Craiss is commissioned with supplying a third plant by automotive technology customer

• Long-standing customer expands cooperation

• Just-in-sequence supply for another plant in East Westphalia

• Handling of up to 1,500 load carriers per day

Marco Koltermann, site manager of Craiss Generation Logistik GmbH & Co. KG in Kleinenberg and Warburg, and his deputy Viktoria Tewes are delighted about receiving a third order for plant supply from a long-standing automotive technology customer.

Since 1 July 2021, Craiss Generation Logistik GmbH & Co. KG has been responsible for supplying the plant of an existing customer from the automotive industry at its site in Kleinenberg in North
Rhine-Westphalia. Components for further processing in engine plants are produced at the site. The logistics service provider's task is to handle incoming goods, warehousing and value-added services, along with procurement and disposal processes in line with demand. The automotive supplier had previously handled this on its own. With this new order, Craiss is now supplying a third plant for the customer.

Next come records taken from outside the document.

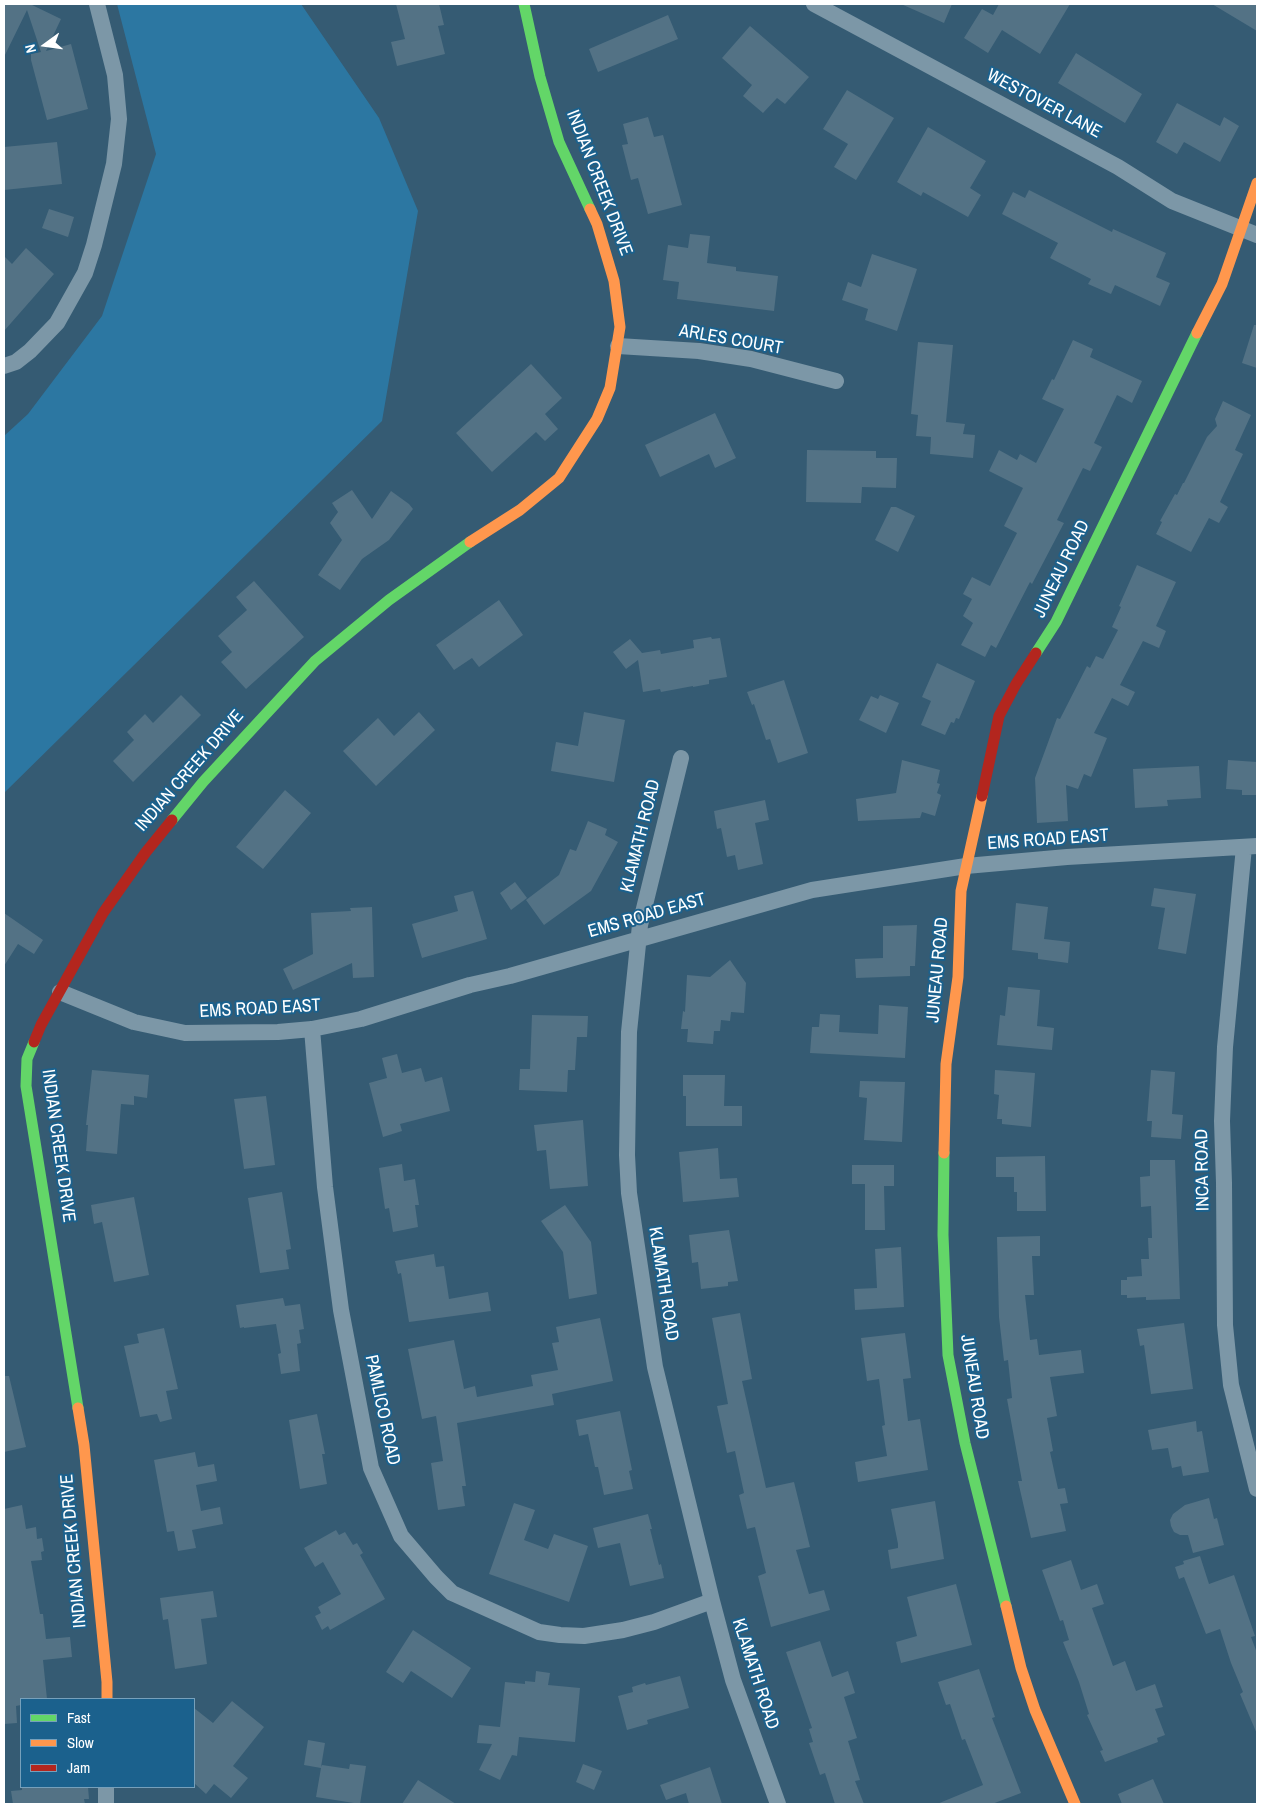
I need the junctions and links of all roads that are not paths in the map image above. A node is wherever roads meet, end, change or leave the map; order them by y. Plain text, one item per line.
1 (97, 4) edge
2 (524, 4) edge
3 (814, 4) edge
4 (1257, 183) edge
5 (1242, 229) junction
6 (1257, 235) edge
7 (618, 346) junction
8 (4, 366) edge
9 (836, 381) dead end
10 (681, 758) dead end
11 (1251, 847) edge
12 (966, 866) junction
13 (638, 939) junction
14 (60, 992) junction
15 (312, 1029) junction
16 (1257, 1489) edge
17 (712, 1601) junction
18 (107, 1698) edge
19 (106, 1788) edge
20 (106, 1804) edge
21 (778, 1804) edge
22 (1075, 1804) edge

1 - 8 street
2 - 7 street, INDIAN CREEK DRIVE
3 - 5 street, WESTOVER LANE
4 - 5 street, JUNEAU ROAD
5 - 6 street, WESTOVER LANE
5 - 12 street, JUNEAU ROAD
7 - 9 street, ARLES COURT
7 - 14 street, INDIAN CREEK DRIVE
10 - 13 street, KLAMATH ROAD
11 - 12 street, EMS ROAD EAST
11 - 16 street, INCA ROAD
12 - 13 street, EMS ROAD EAST
12 - 22 street, JUNEAU ROAD
13 - 15 street, EMS ROAD EAST
13 - 17 street, KLAMATH ROAD
14 - 15 street, EMS ROAD EAST
14 - 18 street, INDIAN CREEK DRIVE
15 - 17 street, PAMLICO ROAD
17 - 21 street, KLAMATH ROAD
19 - 20 street

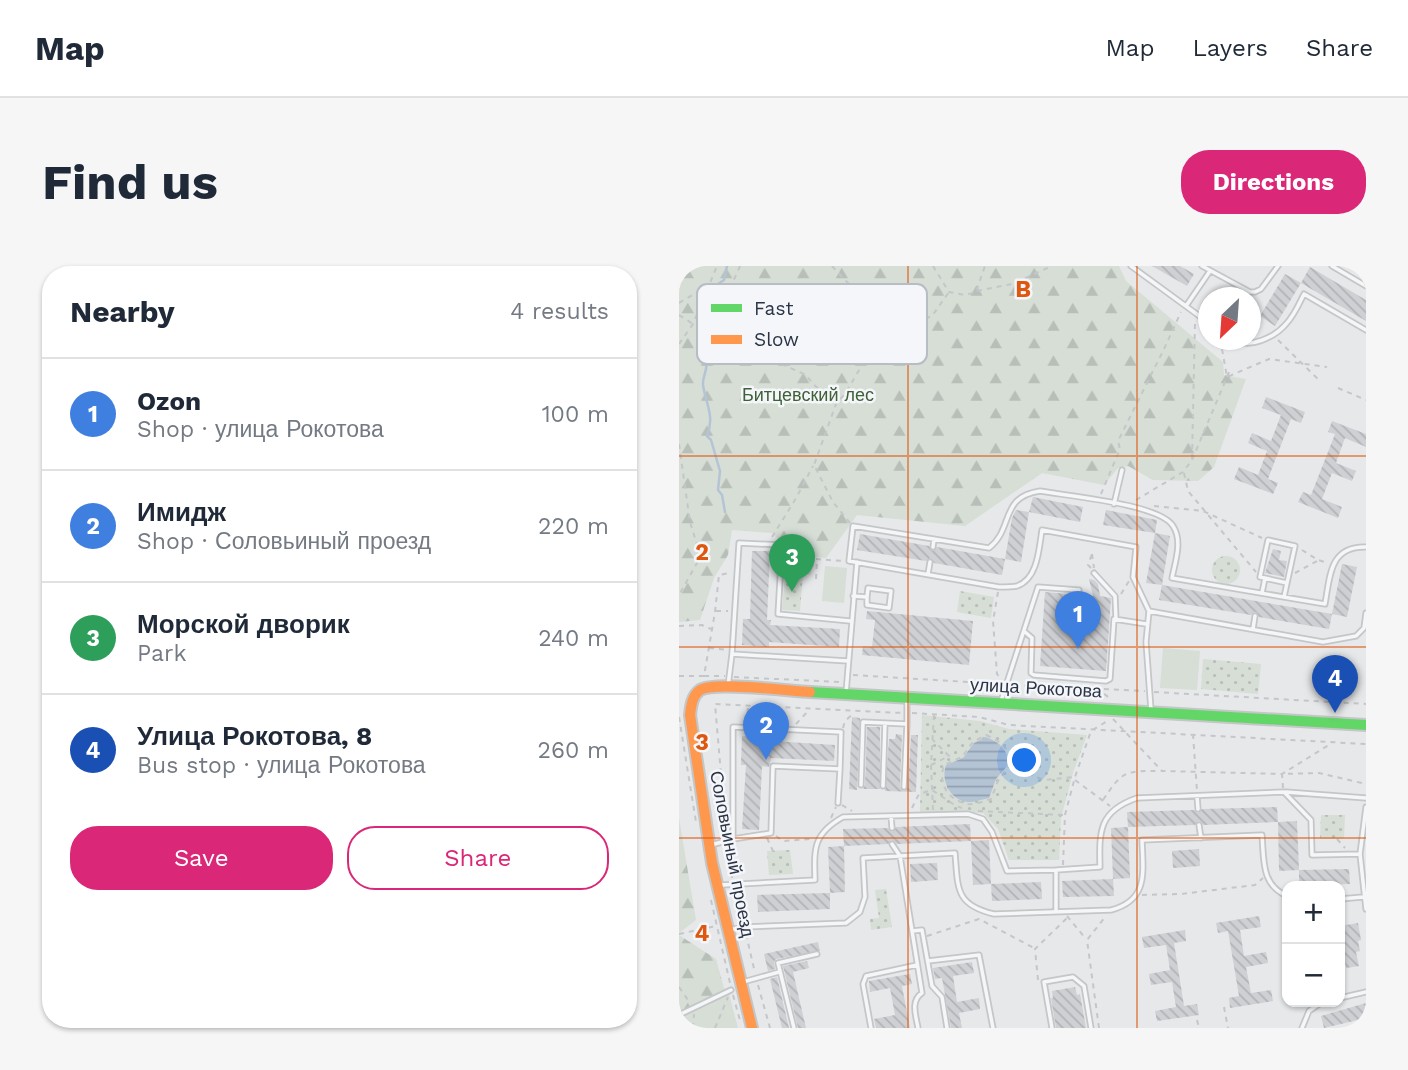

"This renewed commitment by our long-standing partner really underlines the excellent cooperation and attests to our expertise in production supply," said Marco Koltermann, Head of the new Kleinenberg site at Craiss Generation Logistik GmbH & Co. KG. For 16 years now, the Baden-Württemberg-based contract logistics provider has been supplying the automotive technology customer’s plants in Schwandorf (Upper Palatinate) and Warburg (Eastern Westphalia).

From this point on, Craiss will also be managing the plant in neighbouring Kleinenberg. With a total of 16 employees, five of whom were taken over by the customer, the logistics service provider moved into the warehouse (built in 2013) on the factory premises. On 1,500 square metres of logistics space, the team of Koltermann and his deputy Viktoria Tewes handle incoming goods, inventory management, fire protection-related repacking of certain articles from cardboard boxes into plastic containers,
demand-oriented production supply by forklift truck, disposal of empty goods, as well as re-storage of the produced precoolers before final transport to further processing plants. The automotive supplier continues to do the latter itself.

The plant is currently cutting back on production for the whole summer. At peak operation from the beginning of September, Koltermann expects to handle around 100 large load carriers and 1,200 to 1,400 small load carriers per day. The head of the Kleinenberg and Warburg sites is making use of the calm before the storm to engage in staff training on occupational safety and on the respective production supply processes. "The transfer of supply responsibilities was seamless, with no overlap time. So, we're using the summer slow time to learn how to swim in the cold water we'll be jumping into," said Koltermann with a smile.